Global Short-Axis Strain
The GCS and GRS were derived from images of the parasternal short-axis views at three levels (basal, mid, apical) using commercially available 2D strain offline analysis software (EchoPAC BT13, GE Healthcare). The endocardial border of each short-axis level was manually traced in the end-systolic frame defined by AVC. An ROI was then drawn to include the entire myocardium. The semiautomated 2D strain algorithm then automatically segmented the LV short axis into six equidistant segments and selected suitable speckles for tracking frame by frame in the 2D short-axis plane. The observer then visually checked and validated the tracking quality and manually readjusted the ROI if required. Regional strain curves were then analyzed at end systole to minimize observer variability. The GCS and GRS were manually calculated by taking the average of the regional peak systolic circumferential and radial strain values of all segments in all three levels, respectively. The total processing time required for short-axis analysis to obtain GCS and GRS was recorded.
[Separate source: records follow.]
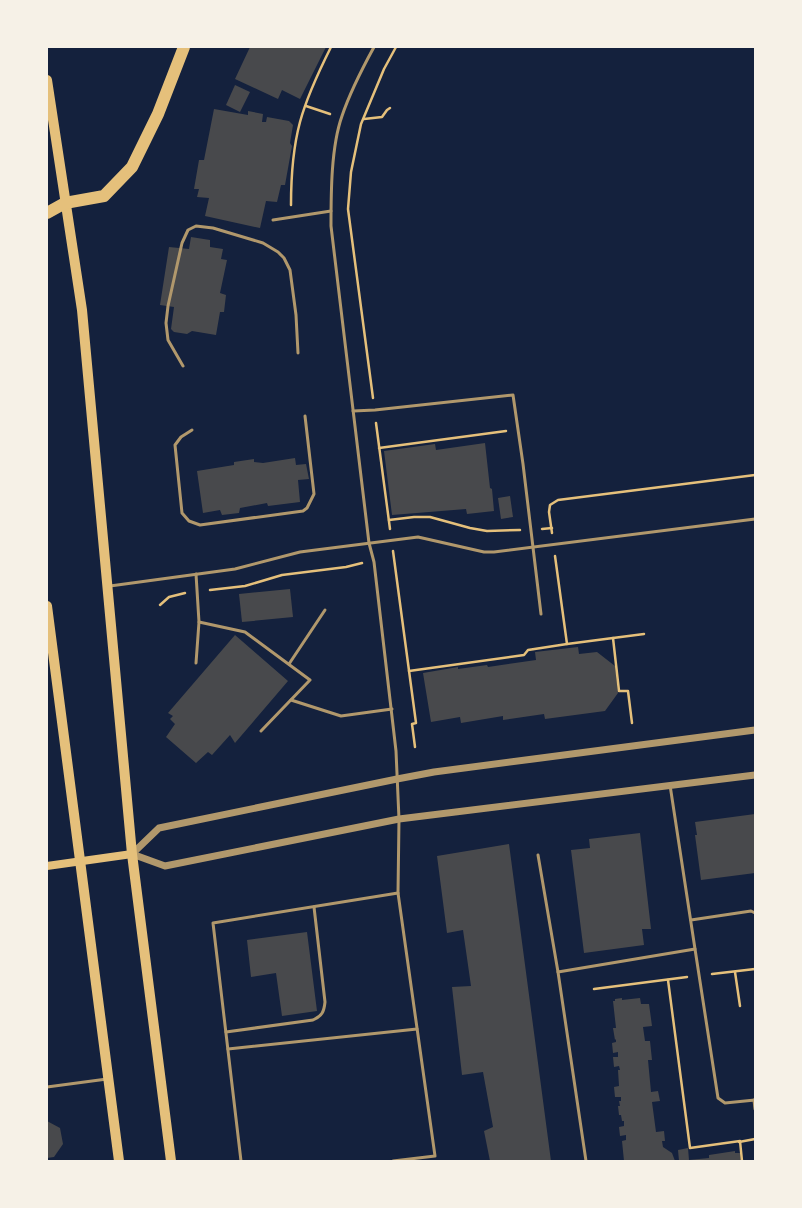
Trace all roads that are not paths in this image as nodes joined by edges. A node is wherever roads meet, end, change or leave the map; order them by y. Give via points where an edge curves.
1 (184, 47) edge
2 (374, 47) edge
3 (47, 80) edge
4 (65, 204) junction
5 (331, 211) junction
6 (47, 213) edge
7 (272, 220) dead end
8 (298, 353) dead end
9 (183, 366) dead end
10 (353, 411) junction
11 (305, 416) dead end
12 (192, 430) dead end
13 (755, 519) edge
14 (369, 543) junction
15 (533, 546) junction
16 (196, 574) junction
17 (108, 586) junction
18 (47, 606) edge
19 (325, 610) dead end
20 (541, 614) dead end
21 (199, 622) junction
22 (196, 664) dead end
23 (289, 664) junction
24 (291, 700) junction
25 (392, 709) junction
26 (755, 730) edge
27 (261, 731) dead end
28 (755, 775) edge
29 (397, 779) junction
30 (670, 785) junction
31 (399, 819) junction
32 (132, 854) junction
33 (538, 855) dead end
34 (80, 861) junction
35 (47, 866) edge
36 (398, 893) junction
37 (314, 907) junction
38 (755, 913) edge
39 (691, 920) junction
40 (695, 949) junction
41 (558, 972) junction
42 (417, 1029) junction
43 (226, 1032) junction
44 (228, 1049) junction
45 (108, 1079) junction
46 (47, 1087) edge
47 (754, 1100) edge
48 (755, 1109) edge
49 (119, 1161) edge
50 (171, 1161) edge
51 (241, 1161) edge
52 (393, 1161) edge
53 (586, 1161) edge

1 - 4 highway via 158,114 132,167 104,196
2 - 5 lane via 341,117 334,154
3 - 4 main road
4 - 6 highway
4 - 17 main road via 82,310
5 - 7 lane
5 - 10 lane
8 - 9 lane via 290,270 284,258 263,243 213,228 196,226 188,230 182,243 166,323 168,340
10 - 14 lane
10 - 15 lane via 513,395
11 - 12 lane via 314,494 308,508 303,511 200,525 189,521 182,513 175,445 181,437
13 - 15 lane
14 - 15 lane via 418,537 484,552
14 - 16 lane via 300,552 235,569
14 - 25 lane via 374,562
15 - 20 lane
16 - 17 lane
16 - 21 lane
17 - 32 main road
18 - 34 main road
19 - 23 lane
21 - 22 lane
21 - 23 lane via 245,632
23 - 24 lane via 310,680
24 - 25 lane via 341,716
24 - 27 lane
25 - 29 lane
26 - 29 street
28 - 30 street
29 - 31 lane
29 - 32 street via 159,828
30 - 31 street
30 - 39 lane
31 - 32 street via 165,866
31 - 36 lane
32 - 34 main road
32 - 50 main road
33 - 41 lane
34 - 35 main road
34 - 45 main road
36 - 37 lane
36 - 42 lane
37 - 43 lane via 325,1002 321,1016 313,1020
37 - 43 lane via 213,923
38 - 39 lane via 751,911
39 - 40 lane
40 - 41 lane
40 - 47 lane via 718,1098 725,1103
41 - 53 lane
42 - 44 lane
42 - 52 lane via 435,1156
43 - 44 lane
44 - 51 lane
45 - 46 lane
45 - 49 main road
47 - 48 lane

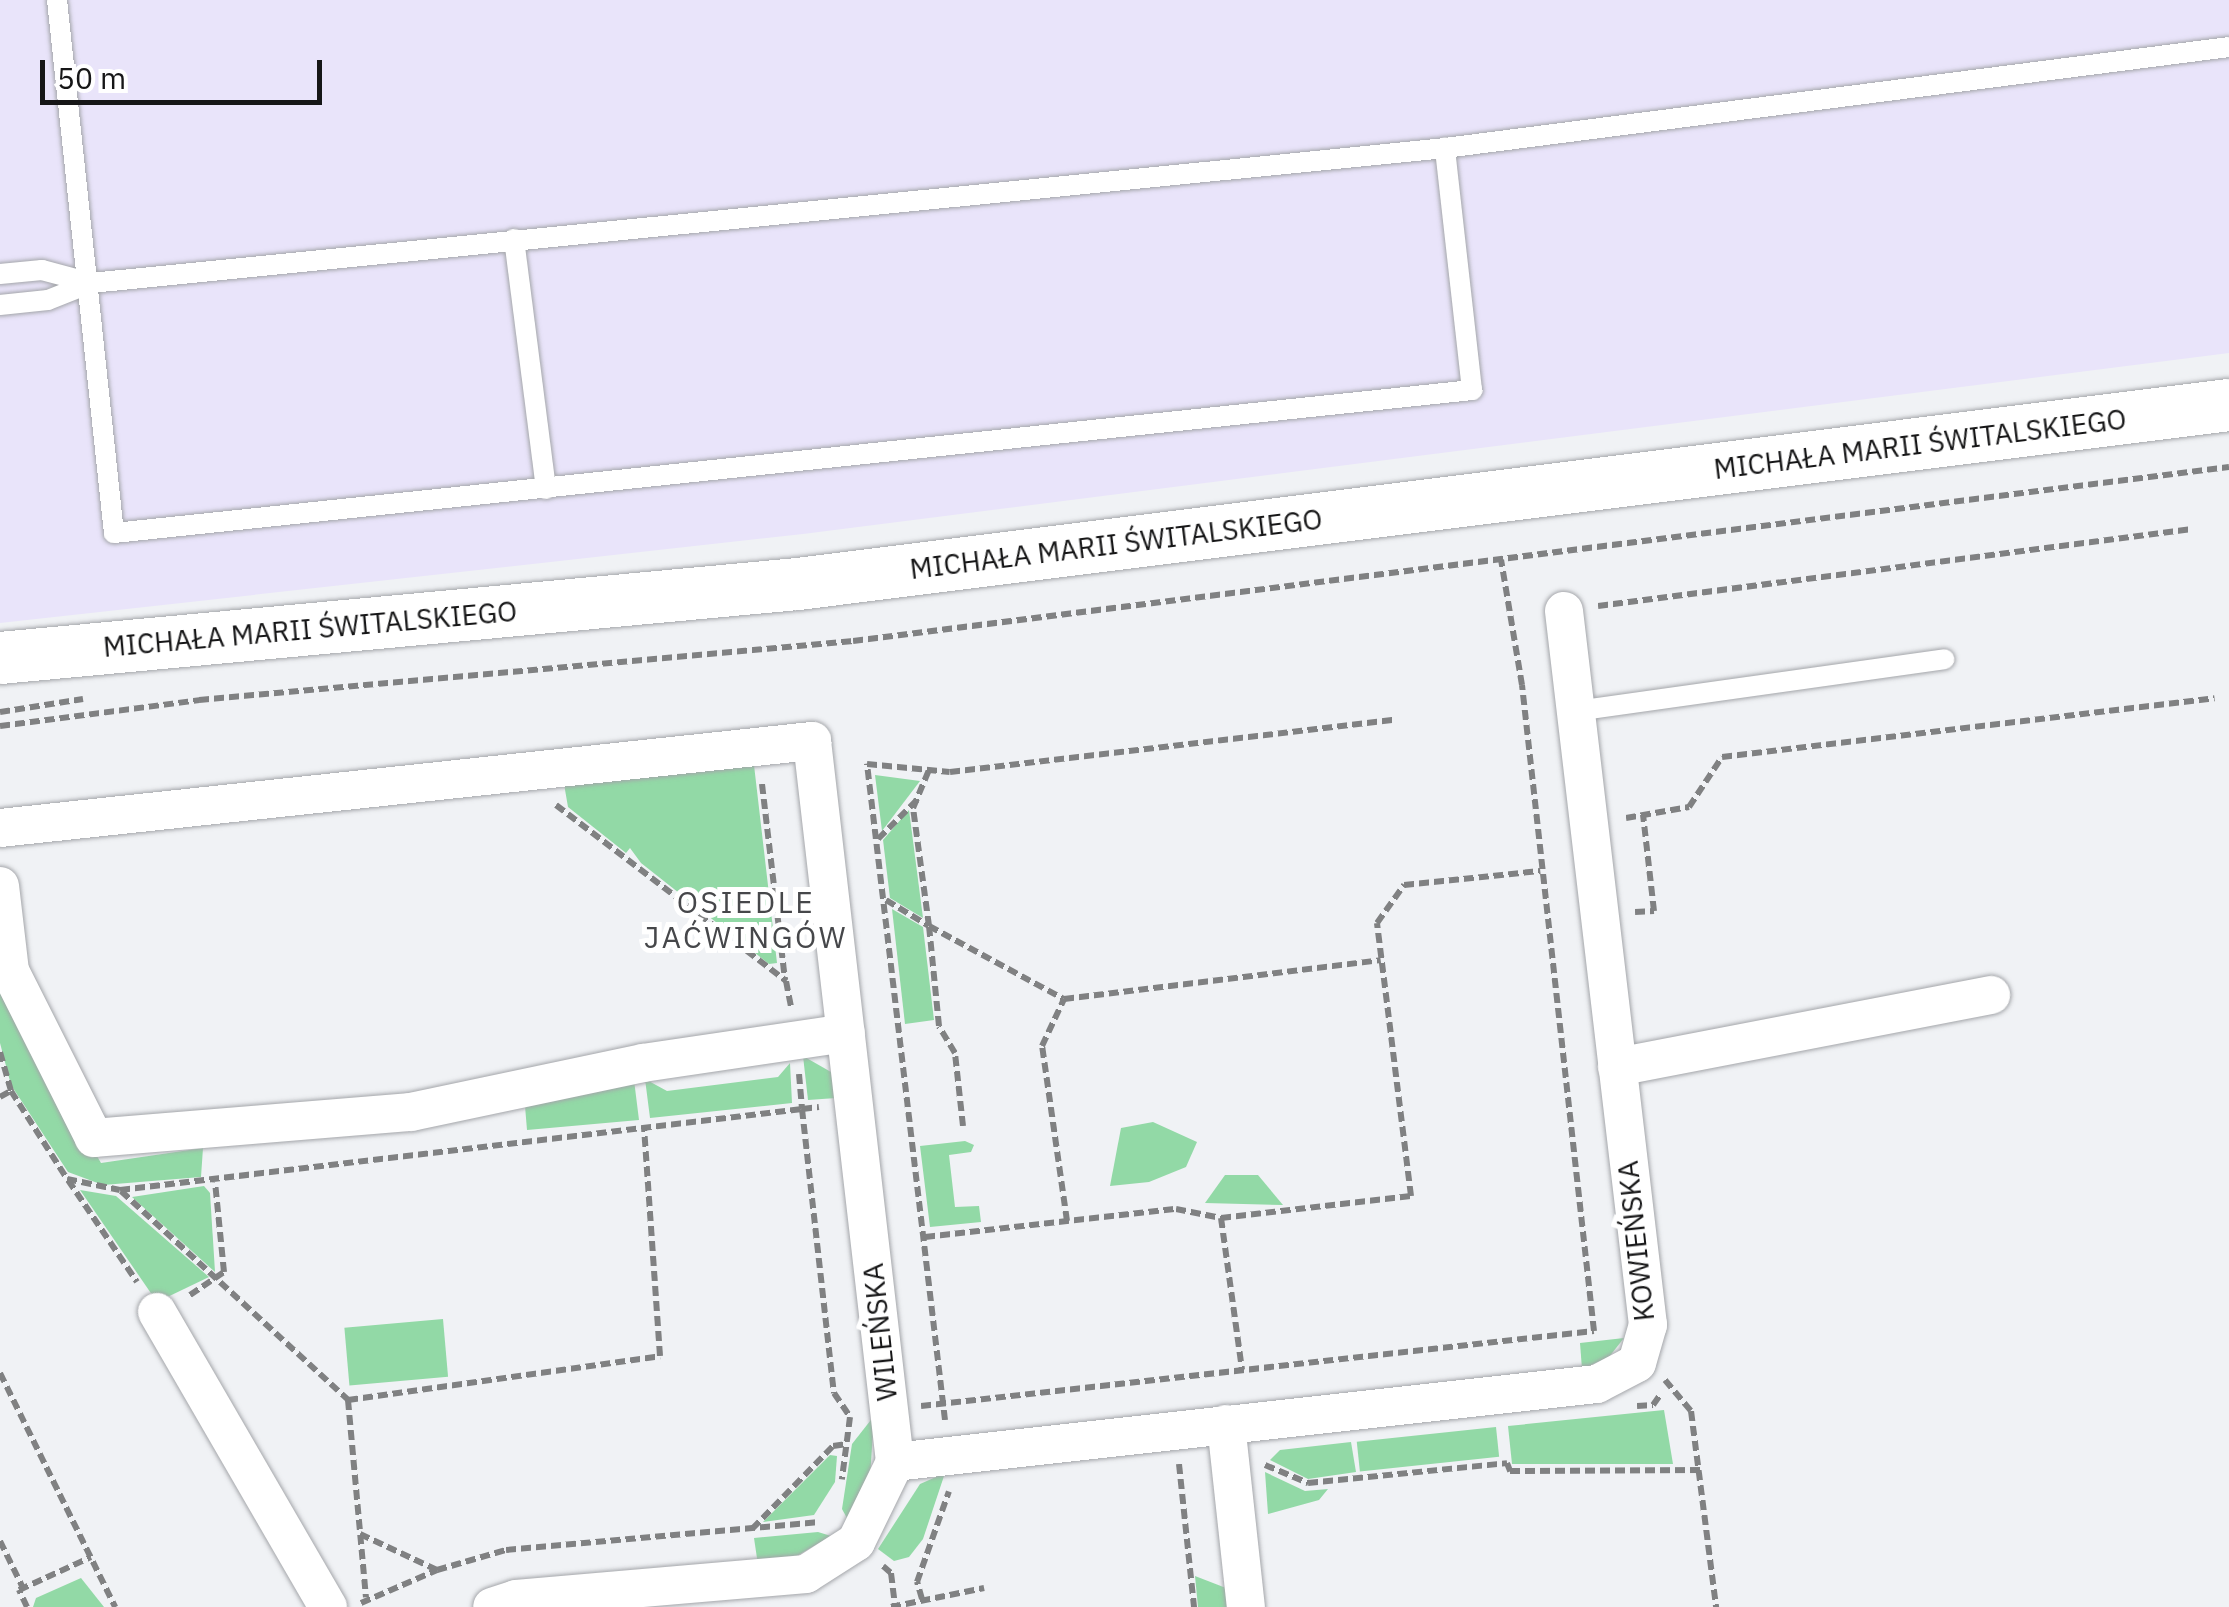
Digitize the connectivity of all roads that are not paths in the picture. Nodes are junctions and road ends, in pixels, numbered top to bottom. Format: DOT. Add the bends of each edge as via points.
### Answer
graph roads {
  1 [pos="57,0"];
  2 [pos="2229,47"];
  3 [pos="1446,148"];
  4 [pos="514,238"];
  5 [pos="0,274"];
  6 [pos="91,283"];
  7 [pos="0,305"];
  8 [pos="2229,405"];
  9 [pos="546,489"];
  10 [pos="1564,610"];
  11 [pos="0,658"];
  12 [pos="1944,659"];
  13 [pos="1576,711"];
  14 [pos="0,828"];
  15 [pos="0,886"];
  16 [pos="1991,995"];
  17 [pos="846,1033"];
  18 [pos="1617,1067"];
  19 [pos="157,1312"];
  20 [pos="1228,1436"];
  21 [pos="895,1462"];
  22 [pos="810,1590"];
  23 [pos="328,1607"];
  24 [pos="492,1607"];
  25 [pos="1246,1607"];
  1 -- 6 [label="lane"];
  2 -- 3 [label="lane"];
  3 -- 4 [label="lane"];
  3 -- 9 [label="lane" via="1472,390"];
  4 -- 6 [label="lane"];
  4 -- 9 [label="lane"];
  5 -- 6 [label="lane" via="42,270"];
  6 -- 7 [label="lane" via="48,300"];
  6 -- 9 [label="lane" via="114,533"];
  8 -- 11 [label="main road, MICHAŁA MARII ŚWITALSKIEGO" via="798,584"];
  10 -- 13 [label="street, KOWIEŃSKA"];
  12 -- 13 [label="lane"];
  13 -- 18 [label="street, KOWIEŃSKA"];
  14 -- 17 [label="street, WILEŃSKA" via="812,741"];
  15 -- 17 [label="street" via="10,971 94,1138 411,1112 643,1063"];
  16 -- 18 [label="street"];
  17 -- 21 [label="street, WILEŃSKA"];
  18 -- 20 [label="street, KOWIEŃSKA" via="1648,1325 1637,1362 1597,1384"];
  19 -- 23 [label="street"];
  20 -- 21 [label="street, KOWIEŃSKA"];
  20 -- 25 [label="street"];
  21 -- 22 [label="street" via="856,1542"];
  22 -- 24 [label="street" via="516,1599"];
}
Among a total of 1,800 segments for three levels of short axis (apex, mid, and basal), the software was able to track with a feasibility of 93% of all segments.
Statistical Analysis
Continuous data were presented as mean values ± SD. Learning curves were derived by analyzing the data in four quartiles of 25 patients. The GLS, GCS, and GRS measurements from each group of observers were compared to those of the experts using linear regression analysis with intraclass correlation coefficients (ICCs) and Bland-Altman analysis to derive the mean bias ± 1.96 SD. Learning curves for each type of strain were plotted in a graph with ICC value on the y axis and number of patients in quartiles on the x axis. An ICC plateau of >0.90 compared to expert was considered equivalent to expert-level achievement of accuracy and competency. Interobserver measurement variability within each group of observers was determined by using Spearman’s correlation, Bland-Altman analysis, and percentage difference (PD), which is defined as the absolute difference between two paired values divided by the average of the two values. It is expressed as a percentage. Interobserver variability among experts was determined in a randomly selected population of 25 patients. This forms the basis of reference standard for comparing 95% CI limits of agreements (LOA) between observers in the learning curve. When comparing continuous data such as timing between two groups, Student’s t test was used. A P value of < .05 was considered significant.